Insidious ransomware takes advantage of users' faith in a well-known brand.
On July 17, researchers from the MalwareHunterTeam discovered "SophosEncrypt," a new type of ransomware that takes advantage of the good name of Sophos, a well-known cybersecurity company.
This was initially assumed to be part of the Red Team exercises of Sophos specialists. However, the X-Ops team quickly denied any involvement in this software and released a comprehensive report that included an analysis of the malware.
SophosEncrypt, according to the researchers, operates on the RaaS model and has an easy-to-use web-based management panel. The encoder is written in Rust and stores its libraries in the directory "C:\/Users\Dubinin" on Windows. The sophos encrypt programme is located within this directory, which is why the researchers gave it this name.
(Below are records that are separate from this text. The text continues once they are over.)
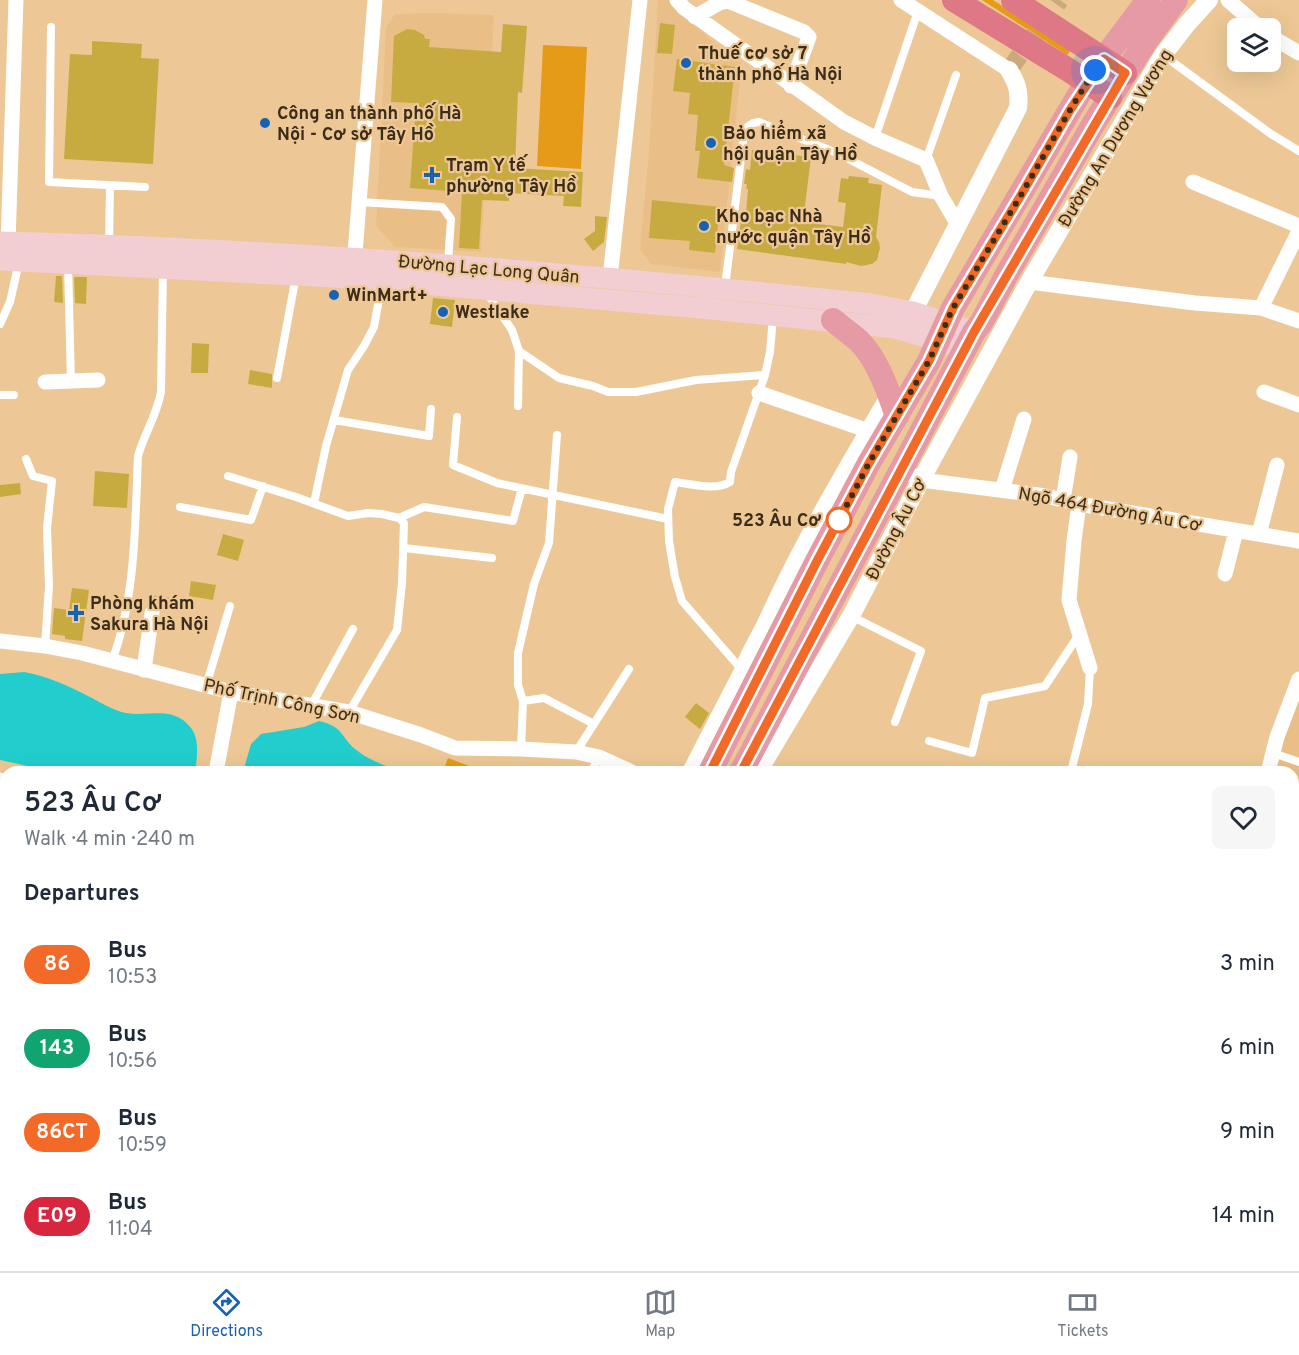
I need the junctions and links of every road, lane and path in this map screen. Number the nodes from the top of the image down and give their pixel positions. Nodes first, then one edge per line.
1 (16, 0) edge
2 (375, 0) edge
3 (640, 0) edge
4 (678, 0) edge
5 (901, 0) edge
6 (954, 0) edge
7 (1013, 0) edge
8 (1148, 0) edge
9 (1176, 0) edge
10 (1209, 0) edge
11 (1228, 0) edge
12 (918, 11) junction
13 (696, 17) junction
14 (1249, 18) edge
15 (51, 27) dead end
16 (1281, 42) edge
17 (1299, 52) edge
18 (1163, 55) junction
19 (1104, 59) junction
20 (1009, 70) joint
21 (1125, 73) junction
22 (956, 75) dead end
23 (1087, 81) junction
24 (791, 86) junction
25 (1110, 97) junction
26 (875, 138) junction
27 (1299, 151) edge
28 (926, 160) junction
29 (1193, 182) dead end
30 (110, 186) junction
31 (145, 187) dead end
32 (941, 196) junction
33 (359, 202) junction
34 (957, 223) junction
35 (1299, 226) edge
36 (1299, 231) edge
37 (109, 246) junction
38 (7, 252) edge
39 (68, 263) junction
40 (448, 266) junction
41 (163, 268) junction
42 (354, 268) junction
43 (296, 275) junction
44 (610, 278) junction
45 (382, 280) junction
46 (1029, 282) junction
47 (484, 289) junction
48 (725, 289) junction
49 (1261, 308) junction
50 (913, 312) junction
51 (774, 315) junction
52 (833, 320) junction
53 (1299, 321) edge
54 (0, 324) edge
55 (942, 331) junction
56 (970, 340) junction
57 (519, 351) junction
58 (765, 375) junction
59 (277, 378) dead end
60 (98, 380) dead end
61 (71, 381) junction
62 (45, 382) dead end
63 (1264, 392) dead end
64 (759, 393) junction
65 (0, 395) edge
66 (14, 395) dead end
67 (1299, 405) edge
68 (518, 406) dead end
69 (893, 406) junction
70 (431, 409) dead end
71 (457, 417) dead end
72 (1024, 419) dead end
73 (334, 420) junction
74 (869, 432) junction
75 (557, 435) dead end
76 (1070, 457) dead end
77 (26, 459) dead end
78 (1277, 465) dead end
79 (912, 475) junction
80 (228, 476) dead end
81 (262, 486) junction
82 (522, 488) junction
83 (1002, 490) junction
84 (553, 494) junction
85 (1063, 500) junction
86 (314, 503) junction
87 (1079, 504) junction
88 (180, 507) dead end
89 (399, 518) junction
90 (668, 519) junction
91 (1236, 531) junction
92 (1258, 534) junction
93 (1299, 541) edge
94 (404, 548) junction
95 (492, 558) dead end
96 (1225, 574) dead end
97 (230, 606) dead end
98 (152, 613) dead end
99 (851, 616) junction
100 (353, 629) dead end
101 (1079, 634) junction
102 (0, 640) edge
103 (45, 646) junction
104 (112, 661) junction
105 (1090, 668) joint
106 (629, 669) dead end
107 (144, 670) junction
108 (743, 671) junction
109 (1299, 679) edge
110 (206, 686) junction
111 (231, 692) junction
112 (523, 701) junction
113 (311, 706) junction
114 (349, 712) junction
115 (895, 722) dead end
116 (594, 724) junction
117 (929, 741) dead end
118 (521, 749) junction
119 (576, 752) junction
120 (1273, 753) junction
121 (599, 757) junction
122 (1299, 762) edge
123 (217, 766) edge
124 (594, 766) edge
125 (619, 766) edge
126 (694, 766) edge
127 (713, 766) edge
128 (744, 766) edge
129 (762, 766) edge
130 (1072, 766) edge
131 (1270, 766) edge

1 - 38 street
2 - 33 street
3 - 44 street
4 - 13 street
5 - 12 street
6 - 23 highway
7 - 19 highway
8 - 19 main road
9 - 21 main road, Đường An Dương Vương
10 - 18 street, Đường An Dương Vương
11 - 14 street
12 - 20 street
12 - 26 lane
13 - 24 street
13 - 24 street
15 - 30 lane
16 - 17 street
18 - 27 lane
18 - 46 street, Đường An Dương Vương
19 - 21 highway
19 - 23 main road
20 - 34 street
21 - 25 main road, Đường An Dương Vương
22 - 28 lane
23 - 25 highway
23 - 55 main road
24 - 26 street
25 - 56 main road, Đường An Dương Vương
26 - 28 street
28 - 32 street
29 - 35 street
30 - 31 lane
30 - 37 lane
32 - 34 street
32 - 48 lane
33 - 40 lane
33 - 42 street
34 - 50 street
36 - 49 street
37 - 38 main road, Đường Lạc Long Quân
37 - 42 main road, Đường Lạc Long Quân
38 - 39 main road, Đường Lạc Long Quân
38 - 54 lane
39 - 41 main road, Đường Lạc Long Quân
39 - 61 lane
40 - 42 main road, Đường Lạc Long Quân
40 - 44 main road, Đường Lạc Long Quân
41 - 43 main road, Đường Lạc Long Quân
41 - 104 lane
42 - 43 main road, Đường Lạc Long Quân
42 - 45 main road, Đường Lạc Long Quân
43 - 59 lane
44 - 48 main road, Đường Lạc Long Quân
45 - 47 main road, Đường Lạc Long Quân
45 - 73 lane
46 - 49 street
46 - 79 street, Đường Âu Cơ
47 - 51 main road, Đường Lạc Long Quân
47 - 57 lane
48 - 50 main road, Đường Lạc Long Quân
49 - 53 street
50 - 55 main road, Đường Lạc Long Quân
51 - 52 main road, Đường Lạc Long Quân
51 - 58 lane
52 - 55 main road, Đường Lạc Long Quân
52 - 69 main road
55 - 56 main road, Đường Lạc Long Quân
55 - 69 main road
56 - 79 main road, Đường Âu Cơ
57 - 58 lane
57 - 68 lane
58 - 64 lane
60 - 61 street
61 - 62 street
63 - 67 street
64 - 74 street
64 - 90 lane
65 - 66 lane
69 - 74 street
69 - 127 main road
70 - 73 lane
71 - 82 lane
72 - 83 street
73 - 86 lane
74 - 108 street
75 - 84 lane
76 - 85 street
77 - 103 lane
78 - 92 street
79 - 83 street, Ngõ 464 Đường Âu Cơ
79 - 99 street, Đường Âu Cơ
79 - 128 main road, Đường Âu Cơ
80 - 81 lane
81 - 86 lane
81 - 88 lane
82 - 84 lane
82 - 89 lane
83 - 85 street, Ngõ 464 Đường Âu Cơ
84 - 90 lane
84 - 112 lane
85 - 87 street, Ngõ 464 Đường Âu Cơ
86 - 89 lane
87 - 91 street, Ngõ 464 Đường Âu Cơ
87 - 101 street
89 - 94 lane
90 - 108 lane
91 - 92 street, Ngõ 464 Đường Âu Cơ
91 - 96 street
92 - 93 street, Ngõ 464 Đường Âu Cơ
94 - 95 lane
94 - 114 lane
97 - 110 lane
98 - 107 street
99 - 115 lane
99 - 129 street, Đường Âu Cơ
100 - 113 lane
101 - 105 street
101 - 117 lane
102 - 103 street, Phố Trịnh Công Sơn
103 - 104 street, Phố Trịnh Công Sơn
104 - 107 street, Phố Trịnh Công Sơn
105 - 130 lane
106 - 116 lane
107 - 110 street, Phố Trịnh Công Sơn
108 - 126 street
109 - 120 street
110 - 111 street, Phố Trịnh Công Sơn
111 - 113 street, Phố Trịnh Công Sơn
111 - 123 street
112 - 116 lane
112 - 118 lane
113 - 114 street, Phố Trịnh Công Sơn
114 - 118 street, Phố Trịnh Công Sơn
116 - 119 lane
118 - 119 street, Phố Trịnh Công Sơn
119 - 121 street, Phố Trịnh Công Sơn
120 - 122 lane
120 - 131 street
121 - 124 lane
121 - 125 street, Phố Trịnh Công Sơn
Icon of ransomware executable
When activated, the encryptor requests that an attacker who has paid for access to the program's infrastructure remotely enter a token associated with the victim, which is most likely obtained from the malware's web shell.
When you enter a valid token, the encryptor requests additional information for encryption: an email address, a Jabber address, and a 32-character password to be used in the algorithm. Furthermore, the software allows the criminal to encrypt specific files or the entire computer.
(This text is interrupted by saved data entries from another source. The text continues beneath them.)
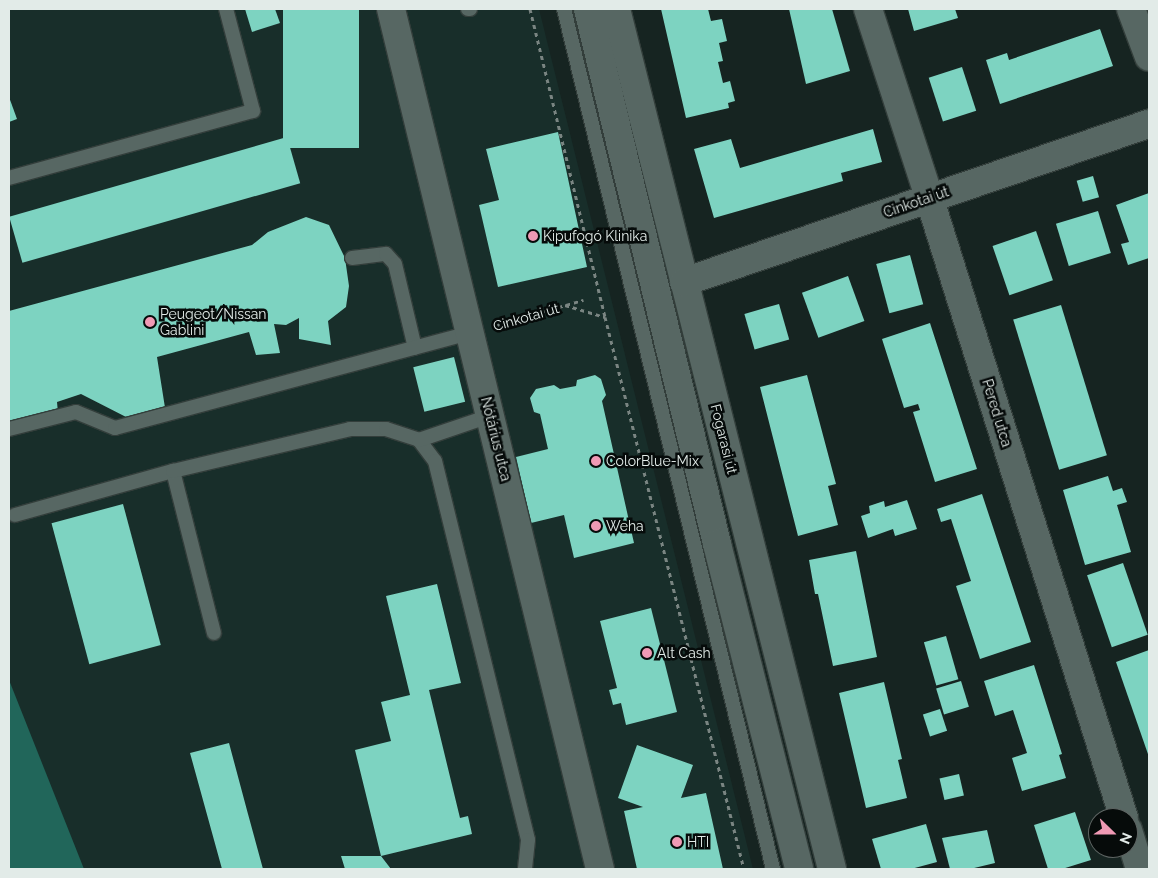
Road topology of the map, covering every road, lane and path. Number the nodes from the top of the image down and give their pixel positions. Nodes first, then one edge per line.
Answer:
1 (226, 9) edge
2 (391, 9) edge
3 (530, 9) edge
4 (564, 9) edge
5 (588, 9) edge
6 (616, 9) edge
7 (868, 9) edge
8 (1130, 9) edge
9 (1149, 57) edge
10 (1149, 124) edge
11 (9, 178) edge
12 (929, 197) junction
13 (352, 258) dead end
14 (684, 282) junction
15 (582, 300) dead end
16 (565, 305) junction
17 (605, 317) junction
18 (470, 333) junction
19 (415, 348) junction
20 (490, 416) junction
21 (9, 429) edge
22 (419, 440) junction
23 (174, 471) junction
24 (14, 515) dead end
25 (214, 633) dead end
26 (1121, 808) edge
27 (525, 869) edge
28 (600, 869) edge
29 (744, 869) edge
30 (773, 869) edge
31 (799, 869) edge
32 (832, 869) edge

1 - 11 lane
2 - 18 street, Nótárius utca
3 - 17 path
4 - 30 lane
5 - 31 street
6 - 14 street, Fogarasi út
7 - 12 street, Pered utca
8 - 9 street
10 - 12 street, Cinkotai út
12 - 14 street, Cinkotai út
12 - 26 street, Pered utca
13 - 19 lane
14 - 32 street, Fogarasi út
15 - 16 path, Cinkotai út
16 - 17 path
16 - 18 path, Cinkotai út
17 - 29 path
18 - 19 lane
18 - 20 street, Nótárius utca
19 - 21 lane
20 - 22 lane
20 - 28 street, Nótárius utca
22 - 23 lane
22 - 27 lane
23 - 24 lane
23 - 25 lane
After successful encryption, a token, an email, and a ".sophos" extension are added to the encrypted files, and a ransom note "information.hta" is created in each folder of the system, which is also automatically launched. Furthermore, the desktop wallpaper is changed to the Sophos logo, further discrediting the company.
After encryption is complete, this wallpaper is set.
According to the Sophos researchers, the malware is more like a generic remote access Trojan than a specifically targeted ransomware. These capabilities include keylogging and system profiling via WMI commands, for example.
Interestingly, the malware also checks the language settings in the system and refuses to start if they are set to Russian, raising questions about the program's authorship.
Sophos experts discovered several malware samples, some of which did not contain any ransomware at all. All instances, however, were connecting to the IP address used by the Cobalt Strike malware framework.
Sophos researchers provided the necessary indicators of compromise (IoC) to block malware in their report, and they have already added it to their own antivirus software's database.
This incident demonstrates that attackers frequently use deception and manipulation to mislead users. Using the well-known and respected Sophos brand to spread malware is a devious move that preys on people's trust. Such attacks are dangerous because people may launch a malicious programme without hesitation when they see a familiar name or logo.
Users must be vigilant and cautious to avoid such incidents. Even seemingly trustworthy sources should not be trusted blindly. Before running any files or programmes, double-check their origin. Be cautious and don't fall for scammers' tricks. Only a critical and rational approach will aid in the protection of your data and devices.